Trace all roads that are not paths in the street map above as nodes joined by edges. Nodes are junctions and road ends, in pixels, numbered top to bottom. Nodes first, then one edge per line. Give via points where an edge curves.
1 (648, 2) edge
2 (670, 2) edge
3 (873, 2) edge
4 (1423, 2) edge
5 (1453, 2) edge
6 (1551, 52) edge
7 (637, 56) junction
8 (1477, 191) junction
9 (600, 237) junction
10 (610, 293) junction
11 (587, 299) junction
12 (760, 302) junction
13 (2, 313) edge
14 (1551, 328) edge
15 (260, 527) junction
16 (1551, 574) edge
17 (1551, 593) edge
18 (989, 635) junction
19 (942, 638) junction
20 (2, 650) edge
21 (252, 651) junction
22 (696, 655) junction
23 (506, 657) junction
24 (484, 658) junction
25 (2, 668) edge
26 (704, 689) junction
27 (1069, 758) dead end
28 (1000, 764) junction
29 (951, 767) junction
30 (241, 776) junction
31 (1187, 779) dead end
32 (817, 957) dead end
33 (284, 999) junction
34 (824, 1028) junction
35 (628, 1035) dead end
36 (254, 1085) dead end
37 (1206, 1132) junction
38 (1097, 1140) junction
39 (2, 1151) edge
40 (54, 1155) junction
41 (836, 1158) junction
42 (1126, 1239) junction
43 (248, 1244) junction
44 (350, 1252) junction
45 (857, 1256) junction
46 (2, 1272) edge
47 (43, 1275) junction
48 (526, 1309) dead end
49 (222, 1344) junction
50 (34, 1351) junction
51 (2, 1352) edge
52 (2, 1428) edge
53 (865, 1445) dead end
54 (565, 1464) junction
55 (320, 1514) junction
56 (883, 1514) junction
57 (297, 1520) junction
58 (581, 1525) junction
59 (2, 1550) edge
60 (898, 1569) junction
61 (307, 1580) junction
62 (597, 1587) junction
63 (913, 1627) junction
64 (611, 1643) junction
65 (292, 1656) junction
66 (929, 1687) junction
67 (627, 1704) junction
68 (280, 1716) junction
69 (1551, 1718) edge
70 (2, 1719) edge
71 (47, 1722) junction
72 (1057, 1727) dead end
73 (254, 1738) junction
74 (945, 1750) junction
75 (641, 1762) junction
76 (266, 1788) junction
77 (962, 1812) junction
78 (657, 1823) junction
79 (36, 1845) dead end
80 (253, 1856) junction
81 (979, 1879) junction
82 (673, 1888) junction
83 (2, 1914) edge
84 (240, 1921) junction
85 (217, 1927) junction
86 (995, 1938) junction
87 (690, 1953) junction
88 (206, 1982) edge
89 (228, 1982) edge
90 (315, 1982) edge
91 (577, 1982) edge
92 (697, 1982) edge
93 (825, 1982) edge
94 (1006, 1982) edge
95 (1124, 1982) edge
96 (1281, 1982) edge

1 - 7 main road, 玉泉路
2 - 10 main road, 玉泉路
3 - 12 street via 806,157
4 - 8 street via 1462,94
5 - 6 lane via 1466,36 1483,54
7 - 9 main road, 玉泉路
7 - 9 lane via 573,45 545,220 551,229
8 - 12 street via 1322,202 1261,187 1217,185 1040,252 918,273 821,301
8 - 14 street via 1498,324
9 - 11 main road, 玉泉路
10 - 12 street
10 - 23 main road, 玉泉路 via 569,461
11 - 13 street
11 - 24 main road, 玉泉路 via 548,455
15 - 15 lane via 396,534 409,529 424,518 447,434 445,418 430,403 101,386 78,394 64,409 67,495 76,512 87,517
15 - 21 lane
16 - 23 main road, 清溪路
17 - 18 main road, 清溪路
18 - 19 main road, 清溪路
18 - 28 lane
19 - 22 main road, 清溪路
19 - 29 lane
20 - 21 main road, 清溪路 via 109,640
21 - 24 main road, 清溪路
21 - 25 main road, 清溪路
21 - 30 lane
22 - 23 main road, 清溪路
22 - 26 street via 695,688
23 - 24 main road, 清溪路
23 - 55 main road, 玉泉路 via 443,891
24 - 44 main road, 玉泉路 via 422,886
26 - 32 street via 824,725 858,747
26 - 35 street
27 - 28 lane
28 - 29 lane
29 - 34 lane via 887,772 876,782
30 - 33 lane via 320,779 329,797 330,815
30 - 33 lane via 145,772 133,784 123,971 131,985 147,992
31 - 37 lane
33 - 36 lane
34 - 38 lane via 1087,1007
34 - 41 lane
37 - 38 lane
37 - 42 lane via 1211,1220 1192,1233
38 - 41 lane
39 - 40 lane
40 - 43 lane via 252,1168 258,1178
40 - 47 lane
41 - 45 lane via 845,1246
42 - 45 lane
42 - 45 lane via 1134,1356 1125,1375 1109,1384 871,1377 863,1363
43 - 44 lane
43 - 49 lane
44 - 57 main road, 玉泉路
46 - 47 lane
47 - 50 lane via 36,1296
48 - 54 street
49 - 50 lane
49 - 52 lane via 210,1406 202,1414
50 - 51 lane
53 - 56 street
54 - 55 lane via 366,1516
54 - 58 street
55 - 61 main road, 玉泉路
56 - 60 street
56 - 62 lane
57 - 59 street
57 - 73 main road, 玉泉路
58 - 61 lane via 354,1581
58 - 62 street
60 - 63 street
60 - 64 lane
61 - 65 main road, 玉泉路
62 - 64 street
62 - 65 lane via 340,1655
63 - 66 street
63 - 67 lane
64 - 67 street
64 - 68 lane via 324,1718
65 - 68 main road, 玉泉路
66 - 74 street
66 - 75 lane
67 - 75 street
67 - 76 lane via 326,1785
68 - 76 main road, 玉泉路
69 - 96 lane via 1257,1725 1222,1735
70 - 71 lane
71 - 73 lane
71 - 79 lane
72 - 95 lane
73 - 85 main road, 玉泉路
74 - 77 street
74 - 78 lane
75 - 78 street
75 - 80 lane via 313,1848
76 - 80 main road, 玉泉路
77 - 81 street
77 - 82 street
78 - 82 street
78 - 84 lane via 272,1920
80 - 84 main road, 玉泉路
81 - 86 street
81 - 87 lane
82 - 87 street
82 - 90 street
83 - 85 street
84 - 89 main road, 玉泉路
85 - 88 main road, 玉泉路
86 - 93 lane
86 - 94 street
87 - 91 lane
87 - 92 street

□ □ □

§ Aim of the exercise
Repeat the records above in full, word for word.

§ Task result
Trace all roads that are not paths in the street map above as nodes joined by edges. Nodes are junctions and road ends, in pixels, numbered top to bottom. Nodes first, then one edge per line. Give via points where an edge curves.
1 (648, 2) edge
2 (670, 2) edge
3 (873, 2) edge
4 (1423, 2) edge
5 (1453, 2) edge
6 (1551, 52) edge
7 (637, 56) junction
8 (1477, 191) junction
9 (600, 237) junction
10 (610, 293) junction
11 (587, 299) junction
12 (760, 302) junction
13 (2, 313) edge
14 (1551, 328) edge
15 (260, 527) junction
16 (1551, 574) edge
17 (1551, 593) edge
18 (989, 635) junction
19 (942, 638) junction
20 (2, 650) edge
21 (252, 651) junction
22 (696, 655) junction
23 (506, 657) junction
24 (484, 658) junction
25 (2, 668) edge
26 (704, 689) junction
27 (1069, 758) dead end
28 (1000, 764) junction
29 (951, 767) junction
30 (241, 776) junction
31 (1187, 779) dead end
32 (817, 957) dead end
33 (284, 999) junction
34 (824, 1028) junction
35 (628, 1035) dead end
36 (254, 1085) dead end
37 (1206, 1132) junction
38 (1097, 1140) junction
39 (2, 1151) edge
40 (54, 1155) junction
41 (836, 1158) junction
42 (1126, 1239) junction
43 (248, 1244) junction
44 (350, 1252) junction
45 (857, 1256) junction
46 (2, 1272) edge
47 (43, 1275) junction
48 (526, 1309) dead end
49 (222, 1344) junction
50 (34, 1351) junction
51 (2, 1352) edge
52 (2, 1428) edge
53 (865, 1445) dead end
54 (565, 1464) junction
55 (320, 1514) junction
56 (883, 1514) junction
57 (297, 1520) junction
58 (581, 1525) junction
59 (2, 1550) edge
60 (898, 1569) junction
61 (307, 1580) junction
62 (597, 1587) junction
63 (913, 1627) junction
64 (611, 1643) junction
65 (292, 1656) junction
66 (929, 1687) junction
67 (627, 1704) junction
68 (280, 1716) junction
69 (1551, 1718) edge
70 (2, 1719) edge
71 (47, 1722) junction
72 (1057, 1727) dead end
73 (254, 1738) junction
74 (945, 1750) junction
75 (641, 1762) junction
76 (266, 1788) junction
77 (962, 1812) junction
78 (657, 1823) junction
79 (36, 1845) dead end
80 (253, 1856) junction
81 (979, 1879) junction
82 (673, 1888) junction
83 (2, 1914) edge
84 (240, 1921) junction
85 (217, 1927) junction
86 (995, 1938) junction
87 (690, 1953) junction
88 (206, 1982) edge
89 (228, 1982) edge
90 (315, 1982) edge
91 (577, 1982) edge
92 (697, 1982) edge
93 (825, 1982) edge
94 (1006, 1982) edge
95 (1124, 1982) edge
96 (1281, 1982) edge

1 - 7 main road, 玉泉路
2 - 10 main road, 玉泉路
3 - 12 street via 806,157
4 - 8 street via 1462,94
5 - 6 lane via 1466,36 1483,54
7 - 9 main road, 玉泉路
7 - 9 lane via 573,45 545,220 551,229
8 - 12 street via 1322,202 1261,187 1217,185 1040,252 918,273 821,301
8 - 14 street via 1498,324
9 - 11 main road, 玉泉路
10 - 12 street
10 - 23 main road, 玉泉路 via 569,461
11 - 13 street
11 - 24 main road, 玉泉路 via 548,455
15 - 15 lane via 396,534 409,529 424,518 447,434 445,418 430,403 101,386 78,394 64,409 67,495 76,512 87,517
15 - 21 lane
16 - 23 main road, 清溪路
17 - 18 main road, 清溪路
18 - 19 main road, 清溪路
18 - 28 lane
19 - 22 main road, 清溪路
19 - 29 lane
20 - 21 main road, 清溪路 via 109,640
21 - 24 main road, 清溪路
21 - 25 main road, 清溪路
21 - 30 lane
22 - 23 main road, 清溪路
22 - 26 street via 695,688
23 - 24 main road, 清溪路
23 - 55 main road, 玉泉路 via 443,891
24 - 44 main road, 玉泉路 via 422,886
26 - 32 street via 824,725 858,747
26 - 35 street
27 - 28 lane
28 - 29 lane
29 - 34 lane via 887,772 876,782
30 - 33 lane via 320,779 329,797 330,815
30 - 33 lane via 145,772 133,784 123,971 131,985 147,992
31 - 37 lane
33 - 36 lane
34 - 38 lane via 1087,1007
34 - 41 lane
37 - 38 lane
37 - 42 lane via 1211,1220 1192,1233
38 - 41 lane
39 - 40 lane
40 - 43 lane via 252,1168 258,1178
40 - 47 lane
41 - 45 lane via 845,1246
42 - 45 lane
42 - 45 lane via 1134,1356 1125,1375 1109,1384 871,1377 863,1363
43 - 44 lane
43 - 49 lane
44 - 57 main road, 玉泉路
46 - 47 lane
47 - 50 lane via 36,1296
48 - 54 street
49 - 50 lane
49 - 52 lane via 210,1406 202,1414
50 - 51 lane
53 - 56 street
54 - 55 lane via 366,1516
54 - 58 street
55 - 61 main road, 玉泉路
56 - 60 street
56 - 62 lane
57 - 59 street
57 - 73 main road, 玉泉路
58 - 61 lane via 354,1581
58 - 62 street
60 - 63 street
60 - 64 lane
61 - 65 main road, 玉泉路
62 - 64 street
62 - 65 lane via 340,1655
63 - 66 street
63 - 67 lane
64 - 67 street
64 - 68 lane via 324,1718
65 - 68 main road, 玉泉路
66 - 74 street
66 - 75 lane
67 - 75 street
67 - 76 lane via 326,1785
68 - 76 main road, 玉泉路
69 - 96 lane via 1257,1725 1222,1735
70 - 71 lane
71 - 73 lane
71 - 79 lane
72 - 95 lane
73 - 85 main road, 玉泉路
74 - 77 street
74 - 78 lane
75 - 78 street
75 - 80 lane via 313,1848
76 - 80 main road, 玉泉路
77 - 81 street
77 - 82 street
78 - 82 street
78 - 84 lane via 272,1920
80 - 84 main road, 玉泉路
81 - 86 street
81 - 87 lane
82 - 87 street
82 - 90 street
83 - 85 street
84 - 89 main road, 玉泉路
85 - 88 main road, 玉泉路
86 - 93 lane
86 - 94 street
87 - 91 lane
87 - 92 street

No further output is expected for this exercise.